If anything, the fact that I am constantly navigating narratives of belonging, culture and identity makes me hyper aware of how complex and nuanced these ideas of home are from individual to individual, group to group.
But it also means that I am thinking a lot about what home means to me personally. Is Montreal my home after 15 years or is the West Coast of BC my home? My last trip back left me feeling very disconnected with the place I have always thought of as home. I have finally become that "immigrant" or displaced person who no longer fits with her home. I carry a glorified, static image of what home was rather than the living place that it currently is. My narrative of BC is stuck in the past and to the identity I had when I lived there. My BC is the place of my 23 year old self.
And yet, with all of it's language politics and tensions, QC isn't really my home either even though it is becoming more and more my home with every passing year. I see how I am beginning to internalize the narratives of this space even as I long for the ocean back home. Which is such a weird space to be in.
I guess, on some level, because I keep dealing with these narratives of deep, long seated belonging to place (for example, the discovery of Haida artifacts below the water that date back 13,000 years and lend historical weight to the oral traditions that have been handed down through stories), I keep thinking about what it means to know deep down that you are a part of the land around you.
I am the child of an immigrants.

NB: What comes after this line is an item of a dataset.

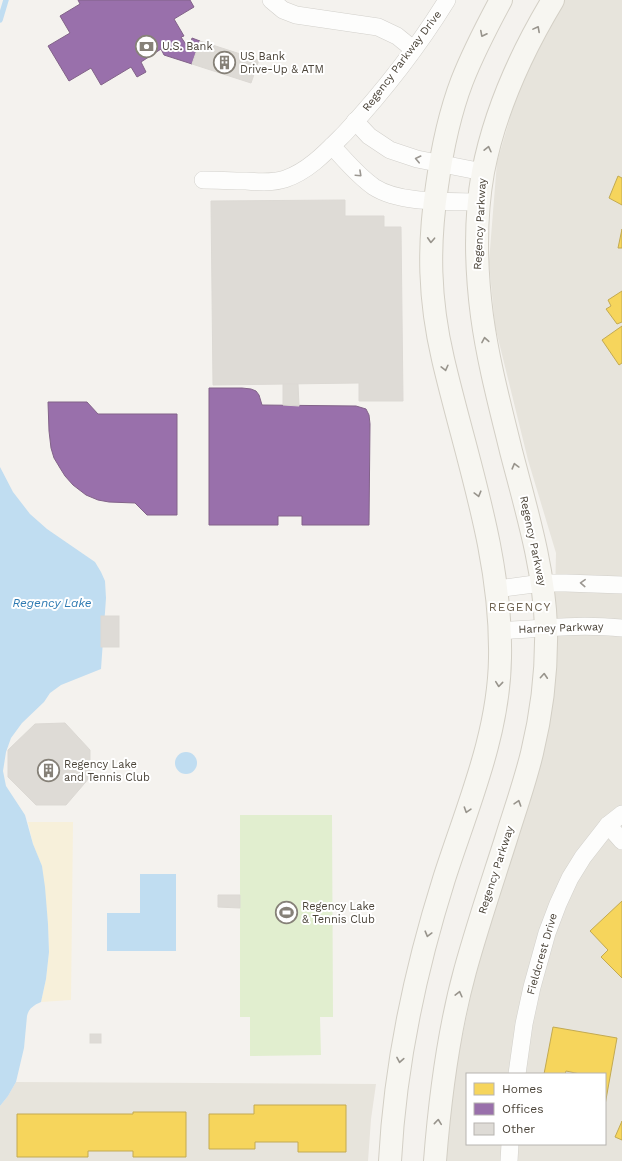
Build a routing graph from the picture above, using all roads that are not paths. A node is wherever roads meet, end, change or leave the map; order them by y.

I am first generation on my maternal side (though my Dutch ancestors can be traced back to the 1300s in a particular region in the Netherlands) and 5th generation on my paternal side. I have never had a deep sense of attachment to place as I have always had a very nomadic heart. I have never wanted nor longed for (until now maybe?) a sense of belonging to place, not really. The fact that I have "settled" in the place is surprising to all who know me and really a by-product of my life partner more than anything else. I practice a spiritual path that comes from immigrants and is made up of mostly Western magical traditions though it does have many Eastern influences in it.
I can't help but wondering lately though, what would it look like if I actually dug in and claimed this land as my own? What would it look like if I embraced some of the traditions of the people of this land? (Albeit of course, in a respectful, non appropriating kind of way). What are the traditions of the land here and what can they teach me in my practice?